Namun, menurut pengamat Hukum Pertanahan dan Properti Eddy Leks, peraturan mengenai perselisihan tata tertib, kenaikan IPL tanpa penetapan rapat umum anggota (RUA), dan hal-hal lain terkait pengelolaan rusun yang menyebabkan kerugian penghuni, sebaiknya tidak perlu sampai membatasi pengurus dalam pemutusan fasilitas dasar.
Menurut Eddy, peraturan tersebut terdapat dalam pasal tambahan yaitu pasal 102 C yang isinya menyatakan bahwa jika terjadi permasalahan di lingkungan rusun, Perhimpunan Pemilik dan Penghuni Satuan Rumah Susun (PPPSRS) atau pengelola dilarang melakukan tindakan pembatasan atau pemutusan fasilitas dasar. Fasilitas dasar yang dimaksud yakni penyediaan energi listrik, penyediaan sumber air bersih dan pemanfaatan atas denda, bagian dan tanah bersama, termasuk pemberian akses keluar masuk hunian.
“Untuk alasan pembatasan atau pemutusan fasilitas, itu sangat luas dan dapat dimanfaatkan oleh penghuni yang memang berniat untuk tidak membayar, karena tahu ada larangan mengenai pemutusan fasilitas dasar,” ujar Eddy dalam siaran persnya, Jumat (13/3).
Ia menilai, jika persoalan hukum sedang terjadi, misalnya sedang terjadi dualisme pengelolaan, memang penghuni akan merasa serba salah akan bayar IPL ke rekening lama atau ke rekening baru.
Hal itulah yang dapat menjadi celah bagi penghuni yang memiliki niat tidak baik, yakni tidak membayar kepada kedua rekening tersebut. Tentu bagi pengelola pembayaran iuran pengelolaan lingkugan (IPL) sangat penting. Karena melalui pembayaran IPL tersebut operasional sehari-hari rusun bisa berjalan. Dapat dibayangkan jika IPL tidak menjadi kewajiban bakal muncul banyak masalah, seperti keamanan dan keselamatan.
“Jika uang tidak memadai, karena IPL tidak dibayar secara penuh, atau sama sekali tidak dibayar, maka semua penghuni rusun tersebut akan terdampak. Akhirnya akan menjadi masalah penafsiran, apakah 'perselisihan' itu betul ada sesuai alasan-alasan yang diuraikan dalam Pergub atau tidak.

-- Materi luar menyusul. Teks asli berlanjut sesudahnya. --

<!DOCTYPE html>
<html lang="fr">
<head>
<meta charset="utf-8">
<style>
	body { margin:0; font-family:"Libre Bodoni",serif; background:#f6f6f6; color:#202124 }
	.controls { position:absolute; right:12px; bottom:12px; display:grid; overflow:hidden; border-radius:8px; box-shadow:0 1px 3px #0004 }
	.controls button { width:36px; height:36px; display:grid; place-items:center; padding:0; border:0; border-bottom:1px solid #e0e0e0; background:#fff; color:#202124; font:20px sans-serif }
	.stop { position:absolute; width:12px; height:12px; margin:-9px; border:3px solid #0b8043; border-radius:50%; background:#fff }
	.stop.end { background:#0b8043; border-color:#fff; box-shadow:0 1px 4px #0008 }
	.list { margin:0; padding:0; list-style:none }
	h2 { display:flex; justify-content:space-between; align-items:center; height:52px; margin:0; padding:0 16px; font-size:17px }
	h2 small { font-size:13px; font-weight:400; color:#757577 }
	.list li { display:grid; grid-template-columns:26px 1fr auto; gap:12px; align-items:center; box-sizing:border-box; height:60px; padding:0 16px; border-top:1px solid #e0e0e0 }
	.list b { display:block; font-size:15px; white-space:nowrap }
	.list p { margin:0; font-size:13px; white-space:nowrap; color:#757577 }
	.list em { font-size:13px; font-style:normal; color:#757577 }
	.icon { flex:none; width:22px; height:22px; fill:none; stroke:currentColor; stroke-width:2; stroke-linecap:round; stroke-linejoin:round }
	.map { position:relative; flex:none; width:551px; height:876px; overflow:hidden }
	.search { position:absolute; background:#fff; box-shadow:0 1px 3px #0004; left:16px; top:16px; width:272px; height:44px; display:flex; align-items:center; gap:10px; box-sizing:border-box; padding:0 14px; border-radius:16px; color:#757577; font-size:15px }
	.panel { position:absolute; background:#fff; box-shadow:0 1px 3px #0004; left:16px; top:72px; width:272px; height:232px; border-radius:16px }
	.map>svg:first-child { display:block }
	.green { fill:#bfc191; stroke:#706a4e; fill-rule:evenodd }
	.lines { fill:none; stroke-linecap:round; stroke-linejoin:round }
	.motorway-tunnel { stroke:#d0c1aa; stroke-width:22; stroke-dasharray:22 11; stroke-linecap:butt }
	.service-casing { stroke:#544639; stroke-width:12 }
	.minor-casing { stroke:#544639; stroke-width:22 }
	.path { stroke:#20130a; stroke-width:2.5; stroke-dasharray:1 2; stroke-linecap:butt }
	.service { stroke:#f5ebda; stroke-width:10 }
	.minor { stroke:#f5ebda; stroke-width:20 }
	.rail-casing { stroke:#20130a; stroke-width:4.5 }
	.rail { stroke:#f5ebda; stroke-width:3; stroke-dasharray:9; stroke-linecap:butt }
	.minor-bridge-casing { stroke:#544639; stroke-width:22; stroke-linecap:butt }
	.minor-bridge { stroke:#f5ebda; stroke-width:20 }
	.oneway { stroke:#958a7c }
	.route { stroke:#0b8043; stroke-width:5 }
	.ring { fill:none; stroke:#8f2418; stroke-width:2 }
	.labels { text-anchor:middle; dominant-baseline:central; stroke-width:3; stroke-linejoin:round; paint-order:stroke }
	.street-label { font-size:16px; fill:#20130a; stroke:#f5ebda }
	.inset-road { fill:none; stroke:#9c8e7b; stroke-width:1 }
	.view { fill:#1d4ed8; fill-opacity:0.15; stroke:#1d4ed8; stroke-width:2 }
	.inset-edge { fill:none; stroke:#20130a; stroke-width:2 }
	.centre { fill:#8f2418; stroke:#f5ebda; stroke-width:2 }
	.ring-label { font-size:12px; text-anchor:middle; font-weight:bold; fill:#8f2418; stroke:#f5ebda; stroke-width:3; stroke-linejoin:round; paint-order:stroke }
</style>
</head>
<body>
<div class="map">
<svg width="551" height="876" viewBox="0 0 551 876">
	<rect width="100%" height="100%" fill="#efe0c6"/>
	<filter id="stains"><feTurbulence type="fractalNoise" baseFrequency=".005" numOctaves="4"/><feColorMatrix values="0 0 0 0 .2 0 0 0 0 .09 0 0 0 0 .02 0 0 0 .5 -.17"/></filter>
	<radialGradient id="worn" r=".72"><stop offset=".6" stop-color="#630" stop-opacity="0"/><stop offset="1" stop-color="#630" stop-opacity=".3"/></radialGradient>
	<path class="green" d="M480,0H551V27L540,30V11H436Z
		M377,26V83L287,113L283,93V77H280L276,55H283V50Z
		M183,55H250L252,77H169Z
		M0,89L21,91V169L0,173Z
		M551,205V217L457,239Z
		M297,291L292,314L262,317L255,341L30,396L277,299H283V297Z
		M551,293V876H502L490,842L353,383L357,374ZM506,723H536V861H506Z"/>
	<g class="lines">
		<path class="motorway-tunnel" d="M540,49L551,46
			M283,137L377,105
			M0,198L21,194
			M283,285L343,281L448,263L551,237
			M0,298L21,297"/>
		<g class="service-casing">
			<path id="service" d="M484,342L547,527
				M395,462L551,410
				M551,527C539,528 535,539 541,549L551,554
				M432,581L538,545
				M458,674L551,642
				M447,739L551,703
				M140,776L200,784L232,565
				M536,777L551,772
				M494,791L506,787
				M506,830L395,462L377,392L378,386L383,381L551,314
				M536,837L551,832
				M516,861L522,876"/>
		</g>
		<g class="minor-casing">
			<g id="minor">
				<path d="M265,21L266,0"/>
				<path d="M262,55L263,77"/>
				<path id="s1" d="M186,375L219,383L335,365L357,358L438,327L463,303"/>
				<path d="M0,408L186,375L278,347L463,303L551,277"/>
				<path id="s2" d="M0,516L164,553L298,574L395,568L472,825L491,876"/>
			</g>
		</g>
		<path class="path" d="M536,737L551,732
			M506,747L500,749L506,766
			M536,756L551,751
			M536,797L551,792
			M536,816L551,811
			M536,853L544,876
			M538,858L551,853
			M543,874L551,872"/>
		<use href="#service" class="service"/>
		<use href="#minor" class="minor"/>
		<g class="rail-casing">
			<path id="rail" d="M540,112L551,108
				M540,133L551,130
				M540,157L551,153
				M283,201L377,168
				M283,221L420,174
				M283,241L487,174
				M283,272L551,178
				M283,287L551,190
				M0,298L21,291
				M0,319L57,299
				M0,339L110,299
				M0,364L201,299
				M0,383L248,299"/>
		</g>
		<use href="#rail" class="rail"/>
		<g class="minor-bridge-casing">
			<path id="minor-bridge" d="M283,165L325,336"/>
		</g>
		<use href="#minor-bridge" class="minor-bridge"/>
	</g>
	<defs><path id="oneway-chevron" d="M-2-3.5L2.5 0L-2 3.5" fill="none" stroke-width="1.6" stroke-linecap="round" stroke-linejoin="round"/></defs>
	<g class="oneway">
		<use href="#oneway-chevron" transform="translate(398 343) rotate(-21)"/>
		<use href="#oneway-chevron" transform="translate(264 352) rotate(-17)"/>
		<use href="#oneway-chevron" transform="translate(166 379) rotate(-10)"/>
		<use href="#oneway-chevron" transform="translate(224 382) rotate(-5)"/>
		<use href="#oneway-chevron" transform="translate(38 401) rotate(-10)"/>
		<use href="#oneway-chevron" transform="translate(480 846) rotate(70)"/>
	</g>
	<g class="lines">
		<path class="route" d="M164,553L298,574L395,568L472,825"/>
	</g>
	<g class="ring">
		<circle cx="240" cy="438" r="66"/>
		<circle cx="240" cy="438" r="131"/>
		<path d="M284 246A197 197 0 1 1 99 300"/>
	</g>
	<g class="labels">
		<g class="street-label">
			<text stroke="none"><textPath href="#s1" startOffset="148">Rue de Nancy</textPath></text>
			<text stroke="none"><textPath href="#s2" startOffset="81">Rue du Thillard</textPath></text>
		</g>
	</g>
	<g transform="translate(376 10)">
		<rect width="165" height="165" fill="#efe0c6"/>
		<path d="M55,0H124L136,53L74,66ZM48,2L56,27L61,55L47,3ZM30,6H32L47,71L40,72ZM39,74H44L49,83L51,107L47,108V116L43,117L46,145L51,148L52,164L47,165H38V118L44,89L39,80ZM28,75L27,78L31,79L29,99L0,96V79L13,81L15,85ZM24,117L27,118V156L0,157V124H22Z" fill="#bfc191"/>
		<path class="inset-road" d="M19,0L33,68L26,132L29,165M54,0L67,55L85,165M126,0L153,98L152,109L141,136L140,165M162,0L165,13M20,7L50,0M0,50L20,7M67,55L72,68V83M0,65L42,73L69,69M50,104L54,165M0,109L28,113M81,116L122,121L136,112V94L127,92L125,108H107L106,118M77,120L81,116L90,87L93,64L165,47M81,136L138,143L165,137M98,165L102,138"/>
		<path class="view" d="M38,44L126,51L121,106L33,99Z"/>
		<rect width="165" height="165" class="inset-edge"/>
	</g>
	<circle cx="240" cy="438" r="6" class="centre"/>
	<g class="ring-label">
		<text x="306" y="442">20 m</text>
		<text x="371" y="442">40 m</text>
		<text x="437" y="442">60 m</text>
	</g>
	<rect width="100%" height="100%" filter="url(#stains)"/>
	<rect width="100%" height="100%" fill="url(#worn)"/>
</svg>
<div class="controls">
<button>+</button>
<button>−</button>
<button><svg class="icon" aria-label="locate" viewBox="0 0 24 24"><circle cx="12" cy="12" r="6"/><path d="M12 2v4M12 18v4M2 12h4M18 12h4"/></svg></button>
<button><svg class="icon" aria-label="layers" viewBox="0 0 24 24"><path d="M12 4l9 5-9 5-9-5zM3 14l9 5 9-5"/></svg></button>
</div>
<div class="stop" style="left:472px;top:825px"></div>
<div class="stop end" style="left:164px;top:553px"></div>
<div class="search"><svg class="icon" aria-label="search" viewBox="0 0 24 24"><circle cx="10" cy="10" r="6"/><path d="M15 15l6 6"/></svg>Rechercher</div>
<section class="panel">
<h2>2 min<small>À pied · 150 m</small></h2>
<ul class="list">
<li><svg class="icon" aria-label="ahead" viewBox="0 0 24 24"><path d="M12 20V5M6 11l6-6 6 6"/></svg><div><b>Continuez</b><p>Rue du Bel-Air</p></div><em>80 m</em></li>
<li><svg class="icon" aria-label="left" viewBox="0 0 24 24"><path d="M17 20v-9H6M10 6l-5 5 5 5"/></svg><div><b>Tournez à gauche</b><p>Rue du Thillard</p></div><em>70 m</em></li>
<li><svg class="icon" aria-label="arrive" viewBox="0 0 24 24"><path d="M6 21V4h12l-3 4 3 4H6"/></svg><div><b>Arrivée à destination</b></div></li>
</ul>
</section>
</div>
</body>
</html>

Jika bagi pengelola 'perselisihan' itu tidak ada atau alasan-alasan di Pergub tidak terwujud, atas dasar asumsi tersebut, tentu hak membatasi dan memutus fasilitas dasar masih ada,” katanya.
Padahal ketentuan tersebut adalah hal baru yang tidak ada sebelumnya dalam Peraturan Menteri PUPR. "Justru, di dalam lampiran Permen yang ada di dalam ART, malah diatur bahwa layanan bisa dihentikan berdasarkan tata tertib," katanya.
Hal-hal seperti ini, kata Eddy, yang sering kali muncul dalam penerbitan aturan-aturan di level daerah. "Saya tidak heran pemerintah pusat mencanangkan omnibus law karena aturan-aturan di level daerah malah sering menyimpang atau tidak selaras dengan aturan pemerintah pusat. Dengan demikian, penafsiran hukum menjadi terdistorsi dan ini tidak baik bagi negara hukum seperti negara Indonesia,” ujarnya.